After his tunnels were buffetted by Hurricane Isabel in 2003, Groff added extra ground anchors at the ends of his tunnels. He tied the tunnel frames to the anchors with heavy-gauge wire. Although heavily vented frames have withstood wind gusts of up to 70 mph, Haygrove recommends removing greenhouse poly when hurricane force winds are expected.

“We copied Haygrove’s method of producing strawberries and covered the soil (beds, walkways and leg rows) with black weed barrier landscape cloth and cut holes for the transplants,” says Groff. “The landscape cloth not only eliminates all weeds, it reduces condensation inside the tunnels. We like it so much that it will be a permanent addition to our program. At the end of the season, we’ll remove the plant trash and leave the stakes in place for next year.”

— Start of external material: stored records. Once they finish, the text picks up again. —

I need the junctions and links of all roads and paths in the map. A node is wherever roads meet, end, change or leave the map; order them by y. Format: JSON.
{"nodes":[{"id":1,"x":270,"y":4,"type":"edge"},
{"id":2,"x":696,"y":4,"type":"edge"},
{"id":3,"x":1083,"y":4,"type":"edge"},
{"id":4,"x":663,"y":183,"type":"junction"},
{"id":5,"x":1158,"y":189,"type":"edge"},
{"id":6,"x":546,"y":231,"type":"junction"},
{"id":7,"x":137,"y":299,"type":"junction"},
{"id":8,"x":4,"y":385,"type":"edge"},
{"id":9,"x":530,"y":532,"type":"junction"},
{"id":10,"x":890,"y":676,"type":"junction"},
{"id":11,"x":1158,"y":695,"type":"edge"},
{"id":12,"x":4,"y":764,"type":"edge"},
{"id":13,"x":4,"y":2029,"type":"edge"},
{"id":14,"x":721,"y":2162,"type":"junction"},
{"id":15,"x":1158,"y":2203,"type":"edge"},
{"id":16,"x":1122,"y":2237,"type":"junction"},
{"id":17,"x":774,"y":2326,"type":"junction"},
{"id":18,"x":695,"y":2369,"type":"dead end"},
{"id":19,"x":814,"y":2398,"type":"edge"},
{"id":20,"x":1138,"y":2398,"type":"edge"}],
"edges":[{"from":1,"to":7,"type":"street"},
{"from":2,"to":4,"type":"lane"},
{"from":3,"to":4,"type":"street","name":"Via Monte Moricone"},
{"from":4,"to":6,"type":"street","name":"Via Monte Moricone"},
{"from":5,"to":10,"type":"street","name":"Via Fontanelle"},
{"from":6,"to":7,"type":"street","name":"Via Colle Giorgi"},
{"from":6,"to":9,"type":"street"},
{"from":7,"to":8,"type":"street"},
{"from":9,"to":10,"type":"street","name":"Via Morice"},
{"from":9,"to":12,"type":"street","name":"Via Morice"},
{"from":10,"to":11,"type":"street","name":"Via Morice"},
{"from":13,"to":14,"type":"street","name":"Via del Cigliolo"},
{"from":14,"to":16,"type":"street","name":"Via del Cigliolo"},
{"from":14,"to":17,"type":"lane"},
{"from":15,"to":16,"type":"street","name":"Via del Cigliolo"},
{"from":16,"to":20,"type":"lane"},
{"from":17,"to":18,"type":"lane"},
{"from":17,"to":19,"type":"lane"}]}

Groff transplanted Mountain Spring tomatoes into the tunnels on April 20 this year. The plants were spaced 20 inches apart in raised beds on 5-foot centers. There is one stake for every two plants and five to six woven strings. The extra support is necessary because tomatoes in the tunnels grow more vigorously than field-grown plants.

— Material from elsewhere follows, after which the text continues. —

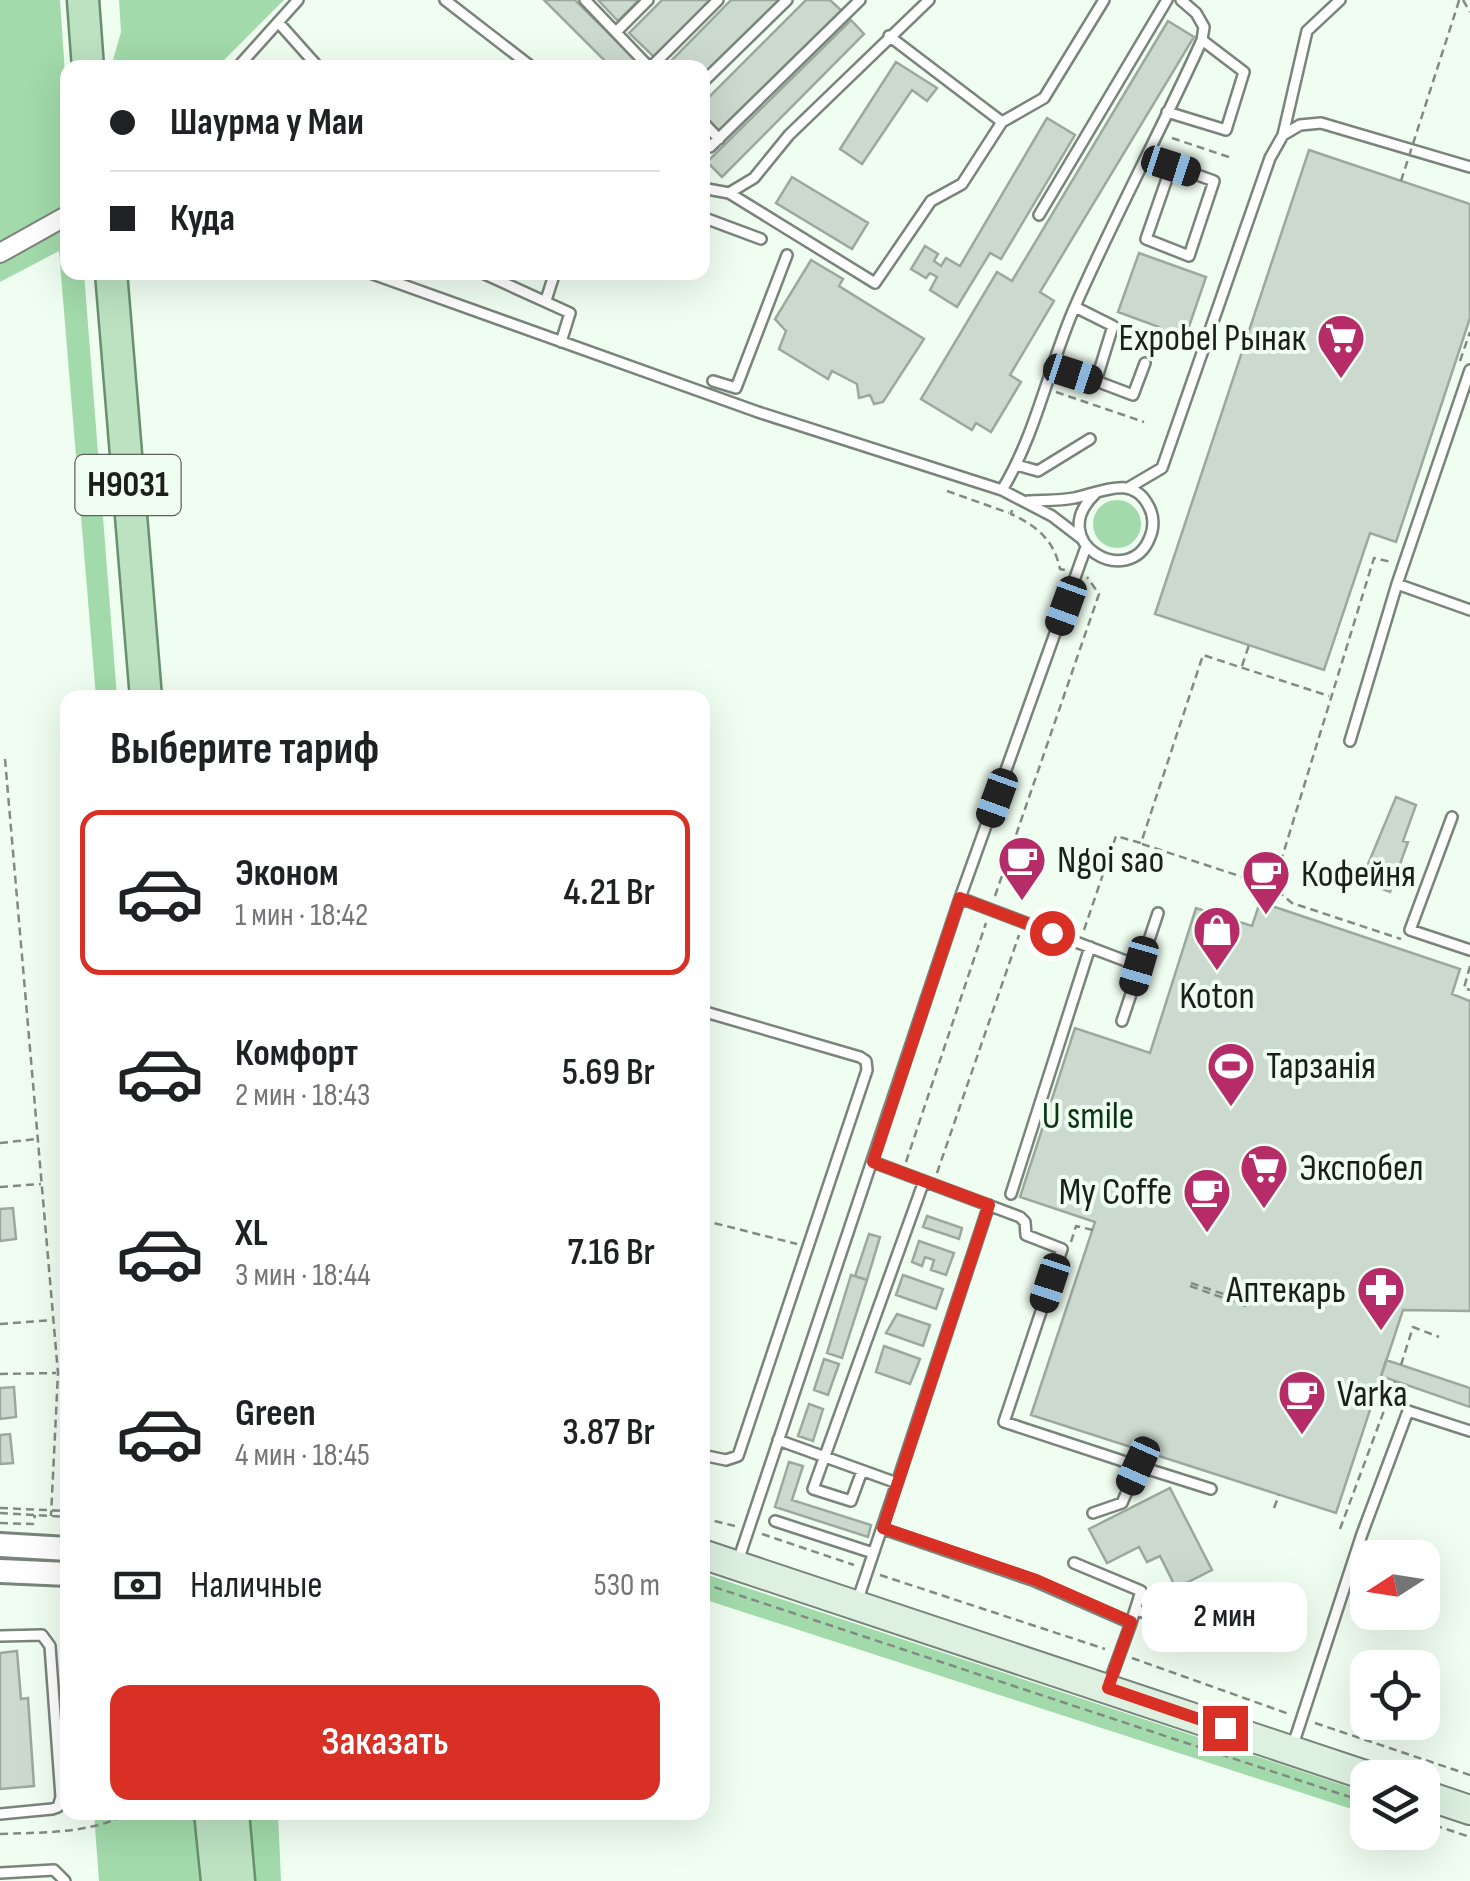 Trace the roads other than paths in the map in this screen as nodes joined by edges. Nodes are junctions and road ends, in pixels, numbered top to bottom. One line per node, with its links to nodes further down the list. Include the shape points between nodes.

“We got excellent pollination by venting the tunnels on windy days (which helps remove humidity, toughens the plants and restricts their height) and by using bumble bees. We’re not sure how much difference the bees made, since we had plenty of windy weather, but they’re cheap insurance.”

Haygrove now sells “Luminance” THB (thermal heat barrier), a 6 mil, three-year poly from Visqueen. The poly restricts infrared light and cools summer crops by seven to eight degrees. It also diffuses light better so that light penetrates the plant canopy more completely, increasing photosynthesis. Luminance poly costs about 10 percent more than regular greenhouse plastic. Research has shown the poly increases yields by 20 percent in strawberries and 40 percent in lettuce.

Despite the expense, Groff says he expects his tunnels to easily pay for themselves in just two to three seasons.

After returning home, Melanie and I began looking at the potential for growing under cover in our own fields in a whole new light. And therein lies the problem: We quickly identified two sites that would be perfect for Haygrove Tunnels for both vegetables and cut flowers.